Sunday 15th May 1955
It has been ever so long since I’ve written, I know. Well, it has been a busy time and now that things are getting back to normal and before I go home tomorrow, I’ll get this letter written to you.
Conference finished last Tuesday morning when the folks left. Some had been with us nearly two weeks. Dr. Arnold Olson, President of the Evangelical Free Churches of the U.S., was with us the first few days of the Conference and he was a real blessing to us. He went on up to the Congo to visit their Mission Station up there. One of our men had to take him back to Salisbury.
We were 44 missionaries, I believe. Our arrangements were quite satisfactory and things went along quite well, as far as accommodation, etc., went. It began on the last Friday of April and that weekend is when Mr. Olson was with us. He left Monday noon and our Conference business sessions began then. We had lots of business. Many were moved, including myself, as of December this year. We have some new areas to open up and although we have lots of missionaries, we need more.
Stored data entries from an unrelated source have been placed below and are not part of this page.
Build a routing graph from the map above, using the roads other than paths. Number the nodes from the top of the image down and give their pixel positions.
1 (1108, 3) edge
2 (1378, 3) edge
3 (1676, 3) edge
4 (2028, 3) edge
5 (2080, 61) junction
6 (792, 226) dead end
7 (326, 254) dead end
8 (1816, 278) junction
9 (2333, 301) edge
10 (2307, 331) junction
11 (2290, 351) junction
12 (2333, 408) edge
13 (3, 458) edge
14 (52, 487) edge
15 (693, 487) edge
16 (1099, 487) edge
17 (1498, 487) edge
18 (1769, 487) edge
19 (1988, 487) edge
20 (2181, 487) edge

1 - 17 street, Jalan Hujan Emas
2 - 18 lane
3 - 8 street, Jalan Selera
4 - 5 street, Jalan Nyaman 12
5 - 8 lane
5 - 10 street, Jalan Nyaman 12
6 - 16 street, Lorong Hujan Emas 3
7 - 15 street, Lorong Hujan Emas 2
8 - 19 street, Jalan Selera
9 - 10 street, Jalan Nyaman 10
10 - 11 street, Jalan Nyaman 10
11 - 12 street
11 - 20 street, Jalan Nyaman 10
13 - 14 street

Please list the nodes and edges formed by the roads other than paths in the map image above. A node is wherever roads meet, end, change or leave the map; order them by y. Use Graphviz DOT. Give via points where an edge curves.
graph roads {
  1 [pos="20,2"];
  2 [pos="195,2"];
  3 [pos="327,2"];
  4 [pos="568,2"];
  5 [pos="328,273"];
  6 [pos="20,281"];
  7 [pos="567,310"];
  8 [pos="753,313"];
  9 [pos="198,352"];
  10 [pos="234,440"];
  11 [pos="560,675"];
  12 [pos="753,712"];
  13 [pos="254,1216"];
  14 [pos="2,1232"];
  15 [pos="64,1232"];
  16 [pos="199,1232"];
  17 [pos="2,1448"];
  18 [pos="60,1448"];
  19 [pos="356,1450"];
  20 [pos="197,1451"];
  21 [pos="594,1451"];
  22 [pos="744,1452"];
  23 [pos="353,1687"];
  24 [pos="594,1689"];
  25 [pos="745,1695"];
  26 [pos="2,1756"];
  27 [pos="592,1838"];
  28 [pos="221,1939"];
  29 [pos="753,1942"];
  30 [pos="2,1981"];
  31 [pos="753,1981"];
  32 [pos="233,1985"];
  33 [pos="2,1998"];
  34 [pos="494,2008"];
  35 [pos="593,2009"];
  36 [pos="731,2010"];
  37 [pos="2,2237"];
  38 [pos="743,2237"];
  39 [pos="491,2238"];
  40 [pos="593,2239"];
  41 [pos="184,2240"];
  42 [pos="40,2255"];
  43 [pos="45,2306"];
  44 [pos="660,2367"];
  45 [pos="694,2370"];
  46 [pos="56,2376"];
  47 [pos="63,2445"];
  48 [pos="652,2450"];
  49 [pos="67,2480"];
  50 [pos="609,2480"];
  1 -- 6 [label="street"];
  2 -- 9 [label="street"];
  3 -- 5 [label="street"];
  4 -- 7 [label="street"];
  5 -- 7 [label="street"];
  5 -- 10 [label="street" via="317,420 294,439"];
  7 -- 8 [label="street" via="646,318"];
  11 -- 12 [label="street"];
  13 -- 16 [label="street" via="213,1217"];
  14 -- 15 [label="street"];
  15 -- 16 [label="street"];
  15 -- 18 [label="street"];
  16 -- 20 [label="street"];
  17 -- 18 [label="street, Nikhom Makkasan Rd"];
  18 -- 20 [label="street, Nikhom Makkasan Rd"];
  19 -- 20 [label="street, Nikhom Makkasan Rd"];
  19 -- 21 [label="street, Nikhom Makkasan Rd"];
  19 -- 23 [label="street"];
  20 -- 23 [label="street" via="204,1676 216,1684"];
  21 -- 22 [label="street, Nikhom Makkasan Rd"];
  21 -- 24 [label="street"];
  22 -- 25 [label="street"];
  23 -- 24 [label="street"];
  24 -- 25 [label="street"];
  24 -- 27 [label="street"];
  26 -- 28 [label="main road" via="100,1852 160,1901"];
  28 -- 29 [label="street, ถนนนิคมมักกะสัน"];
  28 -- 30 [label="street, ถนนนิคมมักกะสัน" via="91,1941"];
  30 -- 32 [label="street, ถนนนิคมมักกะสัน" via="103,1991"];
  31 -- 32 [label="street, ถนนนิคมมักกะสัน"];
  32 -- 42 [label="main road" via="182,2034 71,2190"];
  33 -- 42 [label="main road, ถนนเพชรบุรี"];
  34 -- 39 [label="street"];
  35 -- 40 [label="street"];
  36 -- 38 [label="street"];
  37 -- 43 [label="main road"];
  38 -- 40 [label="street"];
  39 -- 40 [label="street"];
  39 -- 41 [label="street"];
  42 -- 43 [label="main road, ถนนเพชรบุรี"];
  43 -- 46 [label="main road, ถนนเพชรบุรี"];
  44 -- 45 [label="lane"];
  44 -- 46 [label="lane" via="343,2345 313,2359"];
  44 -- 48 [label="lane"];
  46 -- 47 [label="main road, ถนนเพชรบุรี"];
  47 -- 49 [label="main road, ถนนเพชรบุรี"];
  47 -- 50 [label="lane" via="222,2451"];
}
As you know, Jean Schmidt was married on the last Saturday of Conference. It was very nice indeed. Lois Bruton and I made the cake and, if I do say so myself, it was beautiful and delicious. It was three tiers with yellow flowers on top and white frosting. We used a dishpan (a big one) for the first layer.
As the other time when we had a wedding at Conference time, we also had a funeral and on the same day in the morning. Little Jimmy Prescott, age 13 months, became ill with apparently a cold on Thursday. Thursday night he seemed quite ill but they gave him penicillin, etc., and I, for one, didn’t even know that he was ill. Then Friday morning he was breathing so hard and he had quite a high temperature so it was decided to take him to Bindura, 90 miles away, to the hospital. About eleven o’clock the parents, Chuck Pruitt, and Ruth Ebbern went but around three p.m. they were back again. The baby had died about 40 miles from the station. How quickly it all happened. It just didn’t seem possible. The parents were a blessing and a real testimony to the grace of God at such a time. She was so calm and she said she had such a peace in her heart. We just marveled at the way they took it and I’m sure it was a great testimony to the Africans. We buried him alongside of the Bruton grave. Clarence Cedarholm made a coffin Friday night of boards and Mary and I fixed it inside and it looked very nice. We stained it on the outside. The body was carried to the grave and we had a little service there only. The Prescotts have a girl about three years, I suppose.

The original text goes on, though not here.